Il declino di Parco delle Sabine: così il lago diventa "pozzanghera"
Il polmone verde del Municipio III imbrigliato nel contenzioso tra Roma Capitale e costruttori. Associazione Tutela Parco delle Sabine: "Comune faccia rispettare convenzione"
Erba secca a rischio incendi con le fiamme ad aver già distrutto trenta ettari, viottoli impervi e aridi, alberature morenti, vegetazione incolta e un senso di incuria diffuso: così appare oggi il Parco delle Sabine, uno dei polmoni verdi del Municipio III.
Qui la manutenzione, ancora in carico ai costruttori, a causa di un annoso contenzioso con il Comune è da mesi una chimera e gli sforzi dei volontari, dei Comitati e delle Associazioni del territorio non bastano a rendere quell'esteso Parco vivibile e rigoglioso come i residenti lo sognano da anni.
Ad intrappolare il Parco delle Sabine tra incuria e abbandono la contesa tra Roma Capitale e la società costruttrice: "Un disastro prodotto dalla scelta irresponsabile di Porta di Roma, ribadita anche recentemente, di interrompere unilateralmente la manutenzione nonostante gli obblighi da convenzione" - ha scritto l'Associazione Tutela Parco delle Sabine sempre in prima fila per il controllo e la difesa di quella risorsa ambientale così importante.
A soccombere nel cuore del Parco delle Sabine anche quel laghetto un tempo specchio d'acqua limpido e dal panorama e ambiente godibili: "Orma è una pozzanghera malsana" - fanno notare, con le immagini a contare più di mille parole, da Associazione Tutela Parco delle Sabine. Il tubo dell'alimentazione del piccolo lago è stato divelto tant'è che di recente, prima del completo prosciugamento, a Largo Labia sono arrivati anche i volontari dell'Enpa che muniti di retini, vasche e stivali hanno recuperato e liberato in zona protetta molti dei pesci sopravvissuti.
"La situazione del parco di Largo Labia, e quindi del laghetto, è paradossale perché si tratta di un vero polmone verde, un patrimonio della collettività completamente abbandonato a sé stesso" - hanno sottolineato dalla Protezione Animali assicurando la volontà di "accertare le responsabilità di questo scempio e capire come sia stato possibile che pesci gatto, carpe e persino un lucci siano finiti in uno specchio d'acqua di pochi metri quadrati".

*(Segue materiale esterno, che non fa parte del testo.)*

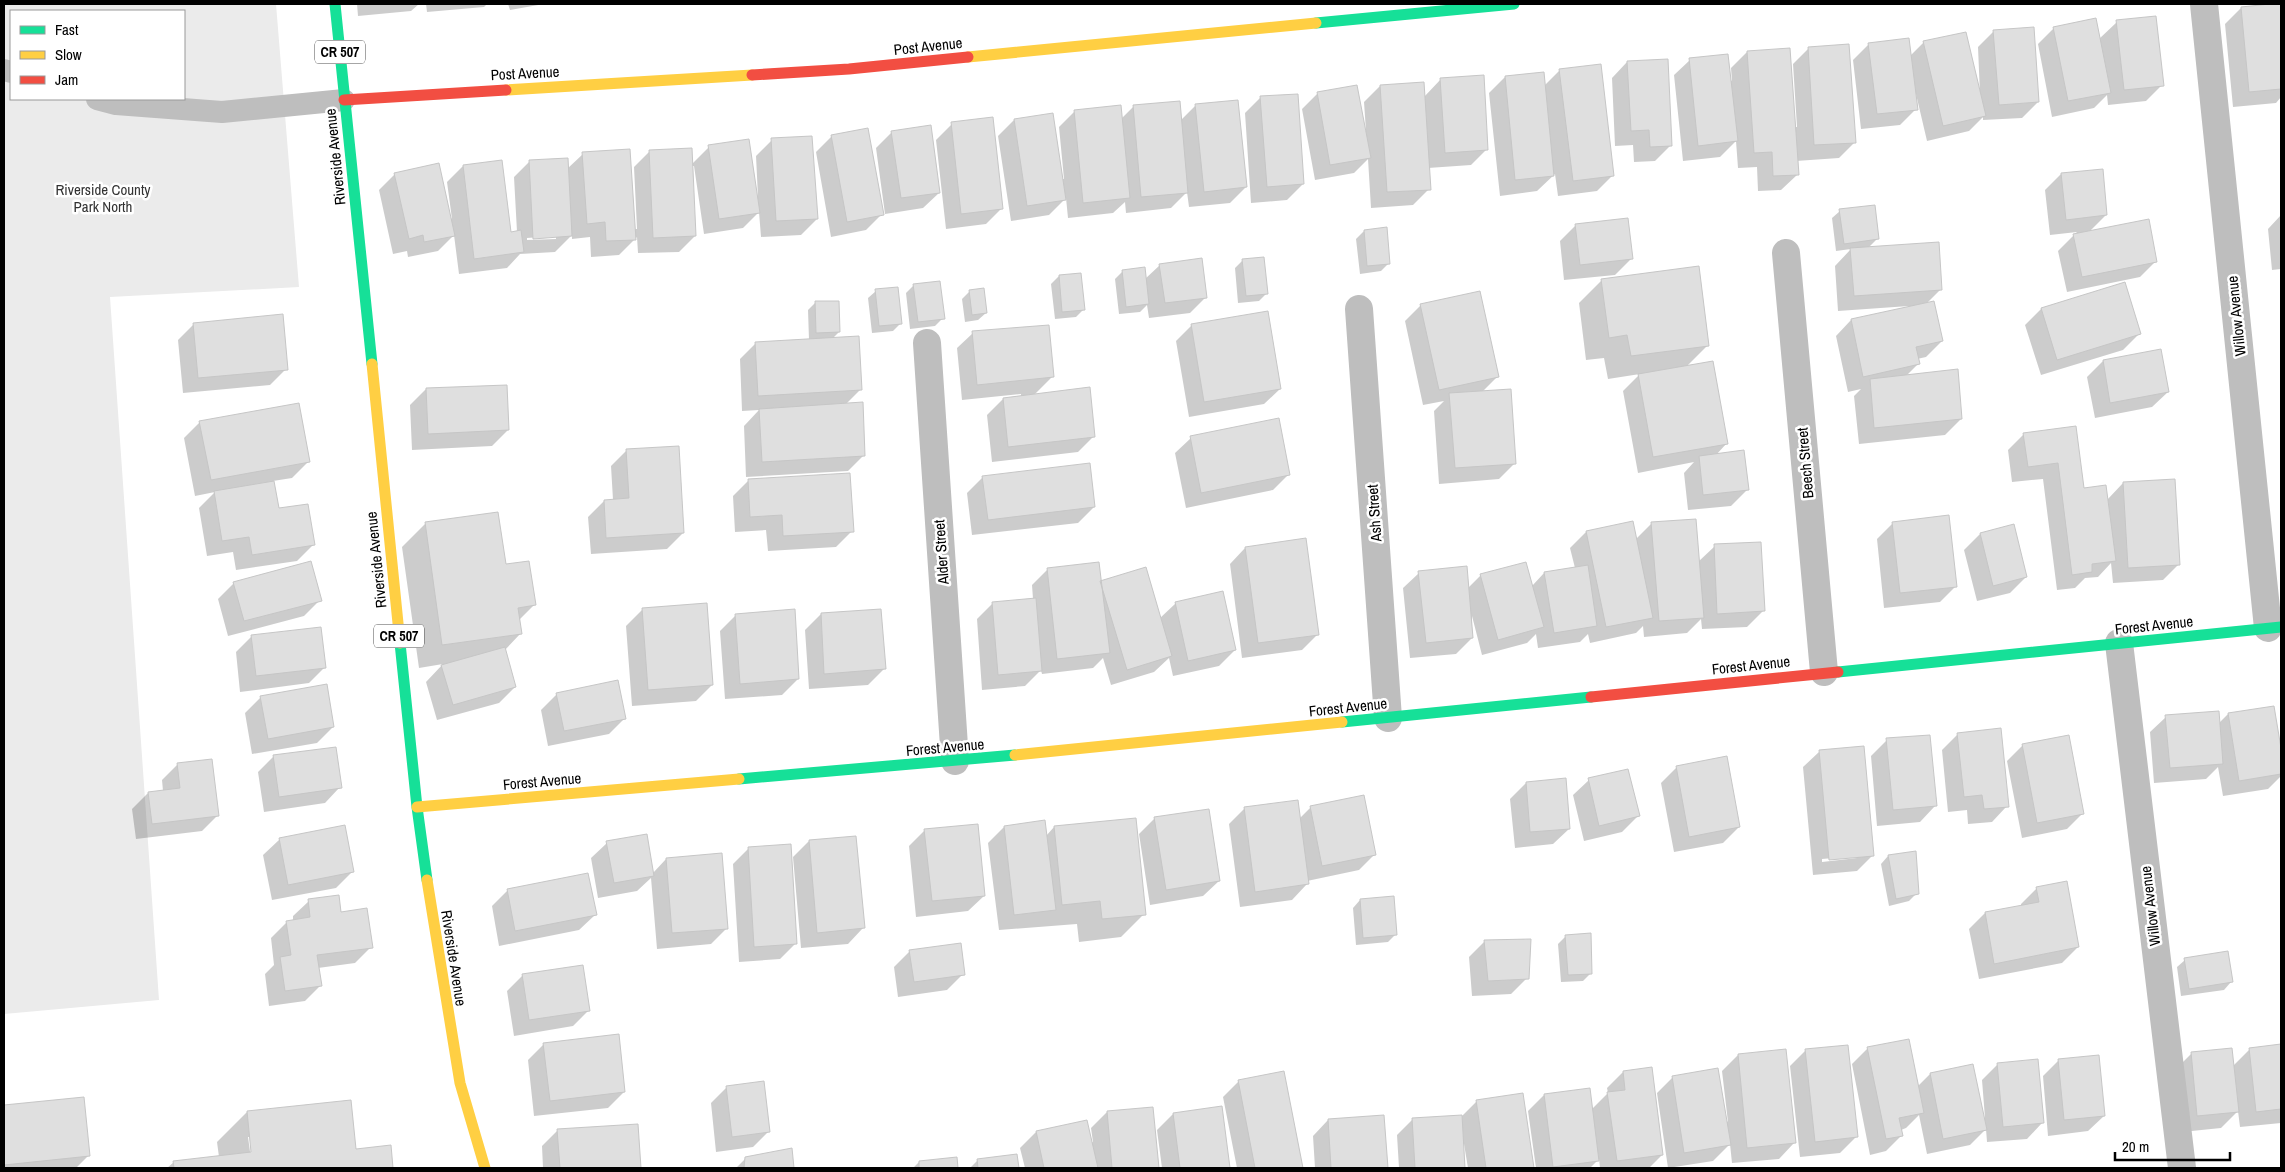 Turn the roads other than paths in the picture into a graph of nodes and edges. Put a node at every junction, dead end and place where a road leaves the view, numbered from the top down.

Alla ricerca invece di una soluzione al progressivo declino del Parco delle Sabine i residenti che chiedono a Roma Capitale di agire nei confronti dei costruttori: "In caso contrario - scrivono da Tutela Parco delle Sabine - la responsabilità sarà tutta del Comune che lascia che Porta di Roma faccia il bello e il cattivo tempo a suo piacimento".
E sulla vicenda è intervenuto anche l'Assessore all'Urbanistica del Municipio III, Domenico D'Orazio: "Un altro capolavoro della società Porte di Roma che ha un contenzioso con il Comune" - ha scritto commentando le eloquenti immagini di incuria e declino sui social. "Gli hanno permesso di fare il bello e cattivo tempo. Intanto noi - ha assicurato l'esponente della Giunta Capoccioni - abbiamo chiamato il responsabile del Dipartimento in Municipio e sollecitandogli la procedura per l'incameramento delle Fideiussioni".
E mentre burocrazia, scontri legali e braccio di ferro vanno avanti a morire non sono solo i pesci del laghetto di Largo Labia ridotto a pozzanghera ma un intero Parco e forse pure la pazienza di un territorio privato da anni del proprio "vanto" verde.